Developing dual-labeled Ab conjugates for cross-platform comparison between fluorescence based systems and mass cytometry has becoming a major interest by various researchers recently. However, the reproducibility of these approaches for different Ab targets could still be a challenge. In this example dual tagged conjugates successfully generated with controlled reaction for fluorophore and Ab tagging using the conventional thiol-maleimide conjugation strategy followed by TCO-tetrazine ligation chemistry for fluorophore and mass-tagging, respectively. One of the challenge that was commonly encountered during the preparation of dual-labelled reagent is the ability to control the balance between the fluorophore and mass-tag brightness when used in fluorescence and mass cytometry based platforms. Three different molar equivalents (10, 20, 30) of AlexaFluor594 dye to the Ab amount were tested, and each yield 4, 5, and 7 dyes per Ab molecule. The click chemistry conjugation also yields approximately 3.5 tags (˜175 atoms/Ab) per Ab. For testing the functionality of the conjugates, human Jurkat and Ramos cells were stained with the three conjugates. The result revealed that all the click chemistry conjugates showed high positive mean intensity and low background signal compared to the Maxpar control (FIG. 22C). One possible application envisaged for dual-labeled conjugates is its potential use for IMC and immunofluorescence systems, either for platform comparison or pre-scanning of tissue sections that needs to be acquired by mass cytometry. FIGS. 22D and 22E, show representative IMC (FIG. 22D) and IF (FIG. 22E) images of frozen human tonsillar tissue sections labeled with dual-tagged CD3-170Er-AlexaFluor594 mAb prepared via a two-step (thiol-maleimide conjugation for fluorophore tagging and click chemistry for mass tagging) conjugation method. The result depicts that the distribution of CD3-positive T-cells in IMC image was consistent with what was observed for IF. This result proves the potential of dual tagged Abs for applications that require cross-platform comparison between fluorescence and mass cytometry based platforms and pre-enrichment or rapid scanning using fluorescence microscopy and deep profiling using IMC.
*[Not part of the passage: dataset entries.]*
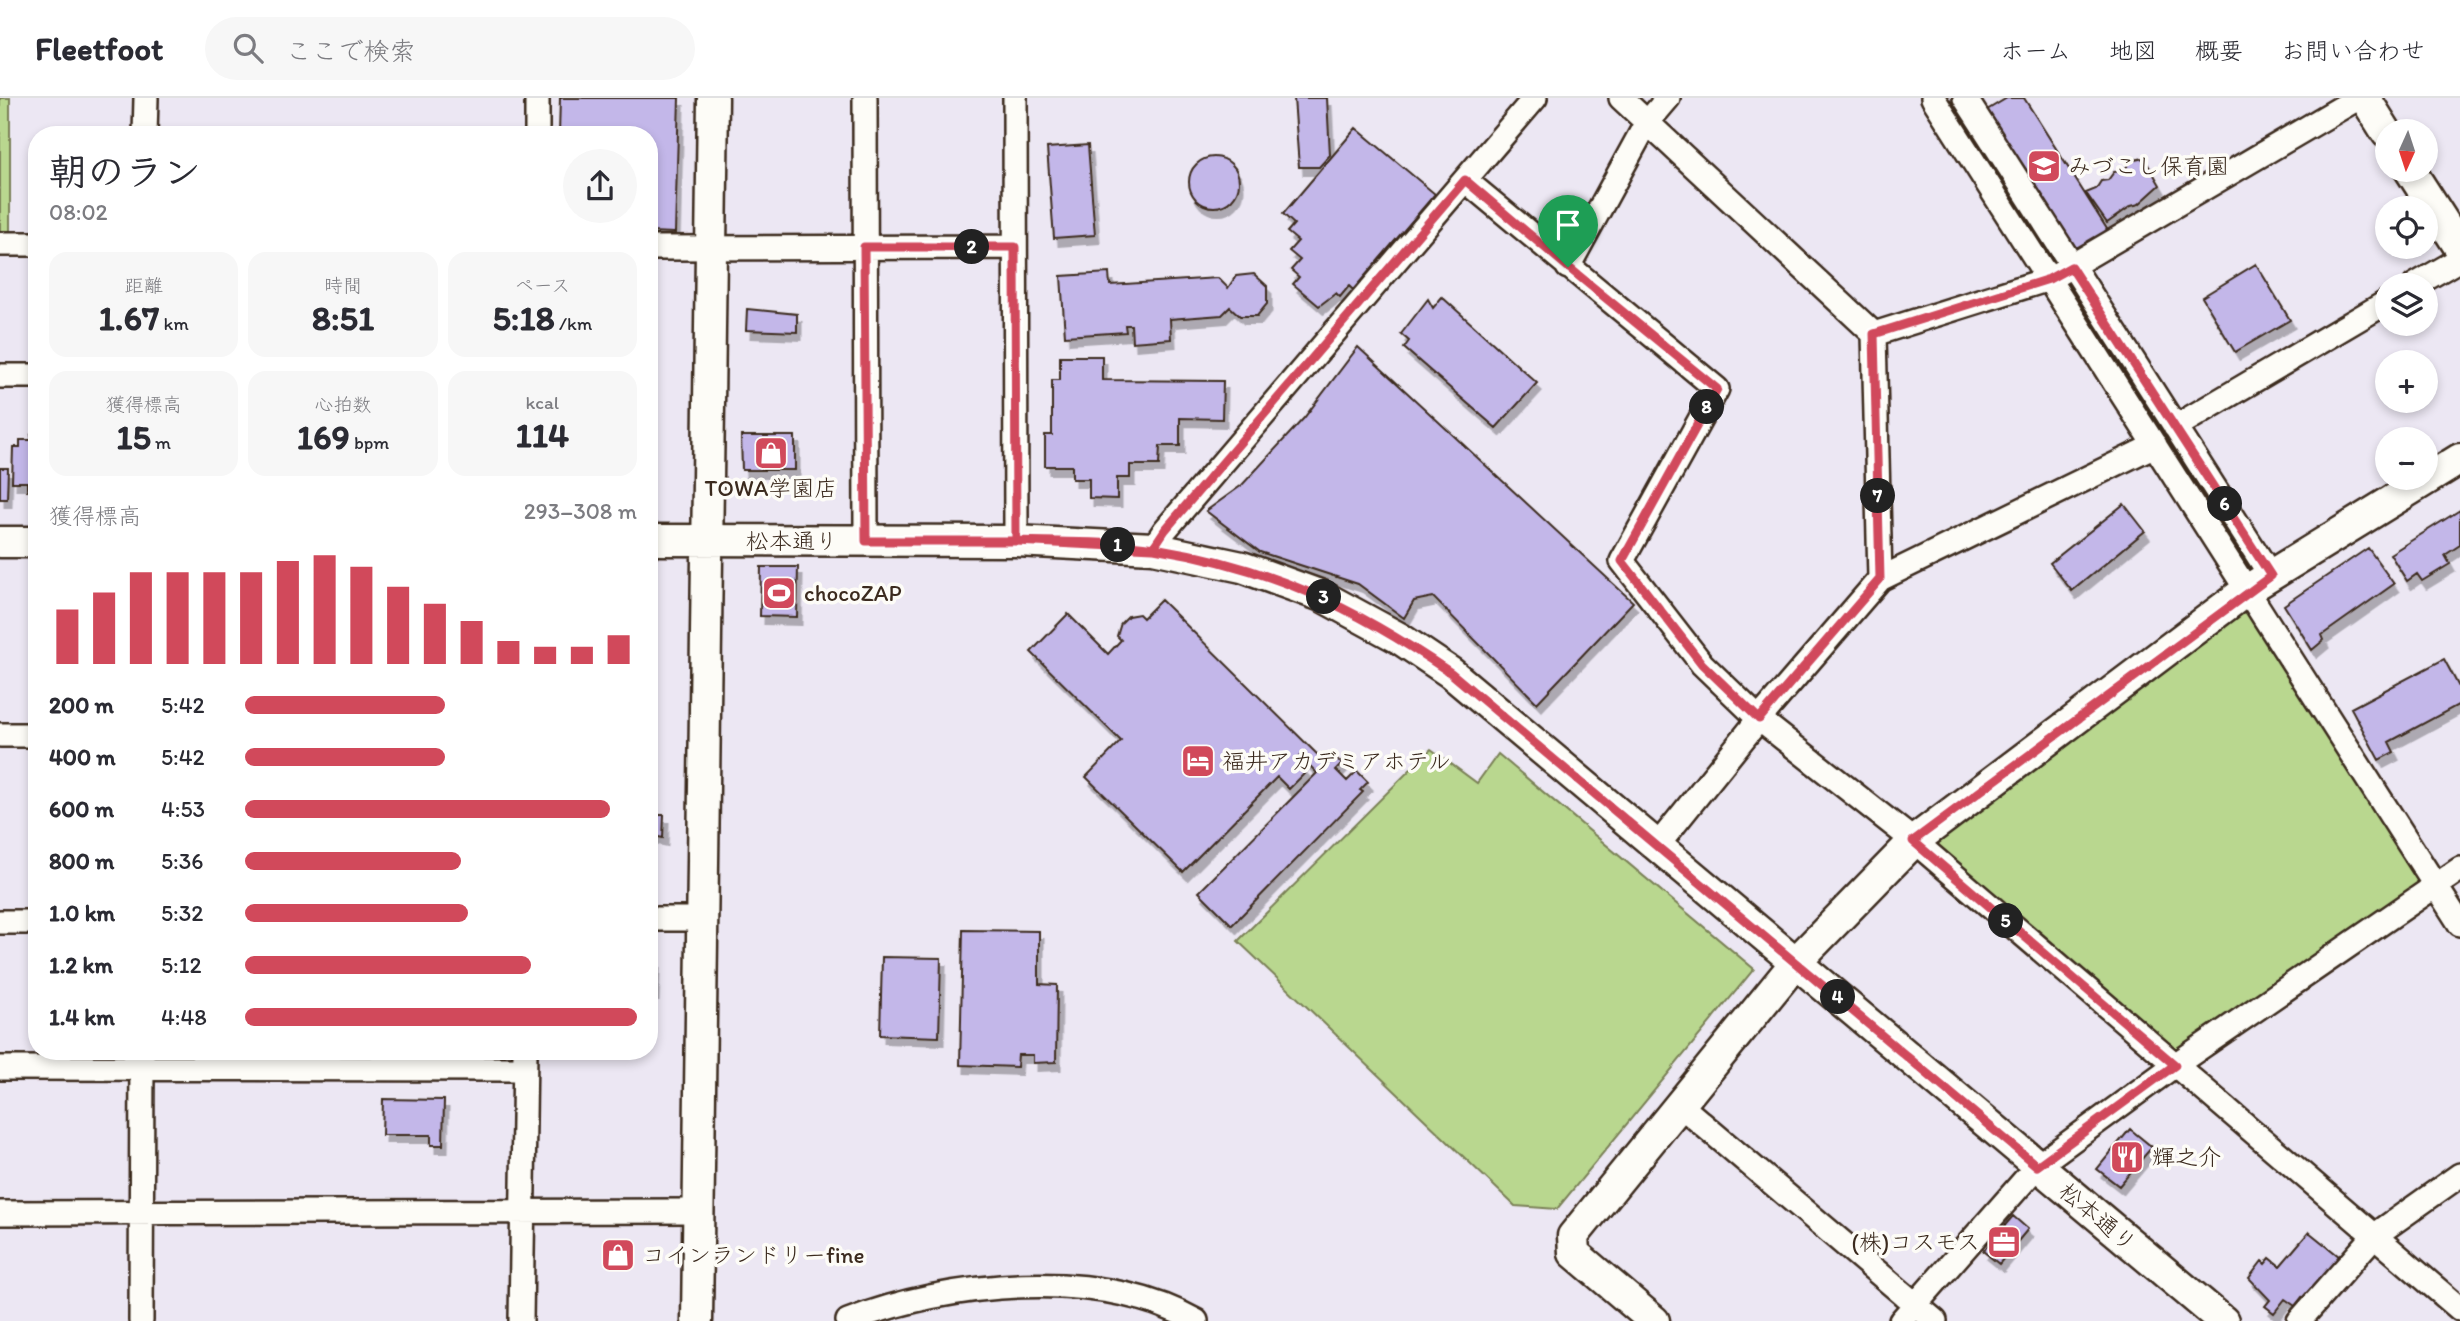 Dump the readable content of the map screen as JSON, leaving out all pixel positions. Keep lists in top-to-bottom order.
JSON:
{
  "streets": {
    "street": ["松本通り"]
  },
  "places": {
    "school or university": ["みづこし保育園"],
    "shop": ["TOWA学園店", "コインランドリーfine"],
    "sports": ["chocoZAP"],
    "hotel": ["福井アカデミアホテル"],
    "restaurant": ["輝之介"],
    "office": ["(株)コスモス"]
  },
  "north": "bottom",
  "page": {
    "header": "Fleetfoot",
    "search": "ここで検索",
    "nav": [
      "ホーム",
      "地図",
      "概要",
      "お問い合わせ"
    ],
    "map_buttons": ["+", "−"],
    "heading": ["朝のラン", "08:02"],
    "pins": [
      "2",
      "8",
      "7",
      "6",
      "1",
      "3",
      "5",
      "4"
    ],
    "stats": [
      ["距離", "1.67 km"],
      ["時間", "8:51"],
      ["ペース", "5:18 /km"],
      ["獲得標高", "15 m"],
      ["心拍数", "169 bpm"],
      ["kcal", "114"]
    ],
    "chart": ["獲得標高", "293–308 m"],
    "list": [
      {
        "name": "200 m",
        "note": "5:42"
      },
      {
        "name": "400 m",
        "note": "5:42"
      },
      {
        "name": "600 m",
        "note": "4:53"
      },
      {
        "name": "800 m",
        "note": "5:36"
      },
      {
        "name": "1.0 km",
        "note": "5:32"
      },
      {
        "name": "1.2 km",
        "note": "5:12"
      },
      {
        "name": "1.4 km",
        "note": "4:48"
      }
    ]
  }
} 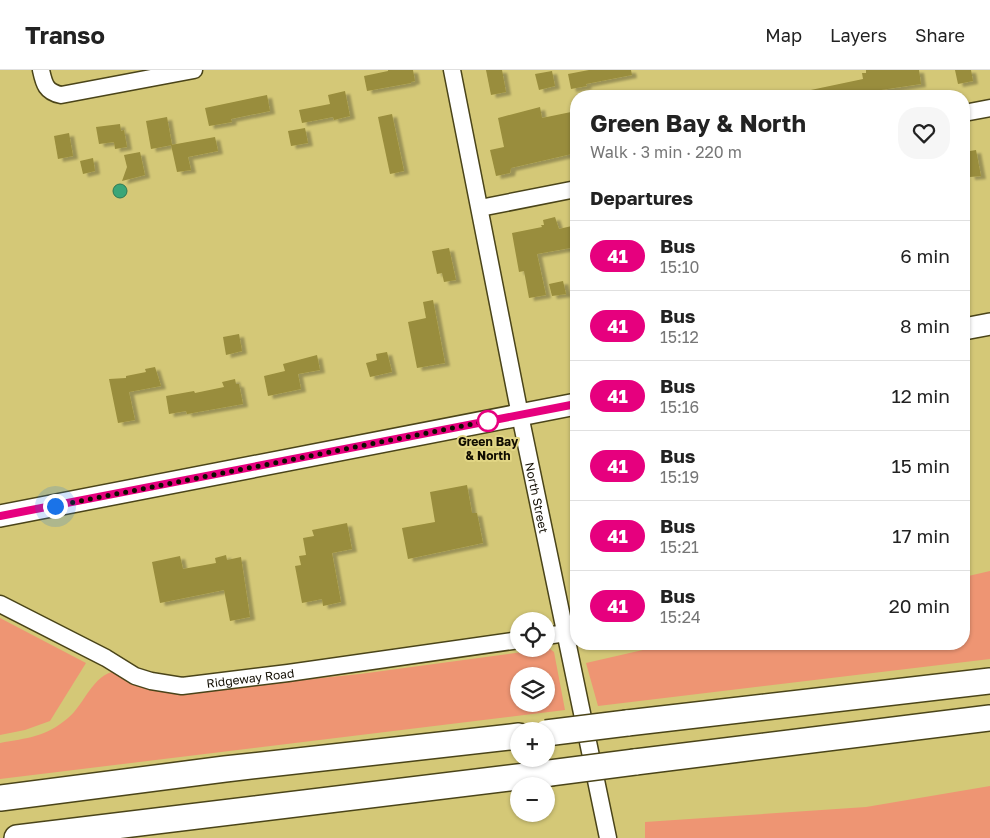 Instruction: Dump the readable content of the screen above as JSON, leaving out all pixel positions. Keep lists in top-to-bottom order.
{
  "streets": {
    "street": ["North Street", "Ridgeway Road"]
  },
  "places": ["Green Bay & North"],
  "lines": ["bus line 41"],
  "page": {
    "header": "Transo",
    "nav": ["Map", "Layers", "Share"],
    "heading": [
      ["Green Bay & North", "Walk · 3 min · 220 m"],
      "Departures"
    ],
    "list": [
      {
        "mark": "41",
        "name": "Bus",
        "note": "15:10",
        "value": "6 min"
      },
      {
        "mark": "41",
        "name": "Bus",
        "note": "15:12",
        "value": "8 min"
      },
      {
        "mark": "41",
        "name": "Bus",
        "note": "15:16",
        "value": "12 min"
      },
      {
        "mark": "41",
        "name": "Bus",
        "note": "15:19",
        "value": "15 min"
      },
      {
        "mark": "41",
        "name": "Bus",
        "note": "15:21",
        "value": "17 min"
      },
      {
        "mark": "41",
        "name": "Bus",
        "note": "15:24",
        "value": "20 min"
      }
    ],
    "map_buttons": ["+", "−"]
  }
}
Example 13—Mass-Tagged Antibody Conjugates, Wherein the Mass Tag is a Metal-Binding Protein

Metallothionein-1 from rabbit liver (Enzo Life Sciences; ALX-202-072-M001) dissolved in loading buffer is loaded with an appropriate amount of metal ion (Cd or Pt) at 50 mM, and washed several times in a 3K cut off spin column with buffer pH 7.5.

Metal-loaded Metallothionein-1 is reacted with Tetrazine-PEG5-NHS ester.

Antibody (e.g. anti-CD20 antibody) is resuspended in buffer pH 7.5 and is reacted with Trans-Cyclooctene-PEG4-NHS ester.

The metal conjugate CD20-metallothionein-1-Cd is used to stain live cells that express the CD20 marker (Ramos) and cells that do not express CD20 (Jurkat).

Cells are stained with CD45 and Intercalator and analyzed by Helios.

Protocol for conjugation:

    • 1. 1.25 uL of Tetrazine-PEG5-NHS is added to 100 ug of Ab in PBS to a molar equivalent of 10, following by mixing well and incubation at RT for 2 h
    • 2. 2.5 uL of TCO-PEG4-NHS is added to 100 ug metal-binding protein in PBS to a molar equivalent of 20, following by mixing well and incubation at RT for 1 h
    • 3. Ab and metal-binding protein are washed in spin filters; resuspend in PBS and combined in new filter, followed by incubation at 37° C. for 1 h.
    • 4. The conjufated Ab-metal-binding protein is then further washed.

Claims

1. A method of attaching an SBP to a (a) mass tag or (b) metal-chelating moiety, comprising the steps of:

(i) providing the SBP and a (a) mass tag or (b) metal chelating moiety; and
(ii) conjugating the SBP to the (a) mass tag, or (b) metal chelating moiety mass tag wherein at least one step in the conjugation comprises a click chemistry reaction.

2. The method of claim 1, wherein the click chemistry reaction is

(i) strain promoted;
(ii) not catalysed by a metal; or
(iii) not catalysed by a metal and is strain promoted.

3. The method of any preceding claim, wherein the click chemistry reaction is selected from the group consisting of a reaction of (i) an azide with an alkyne (ii) a tetrazine with an alkene, or (iii) a nitrone with an alkyne.

4. The method of claim 3, wherein the alkyne is a cyclic alkyne.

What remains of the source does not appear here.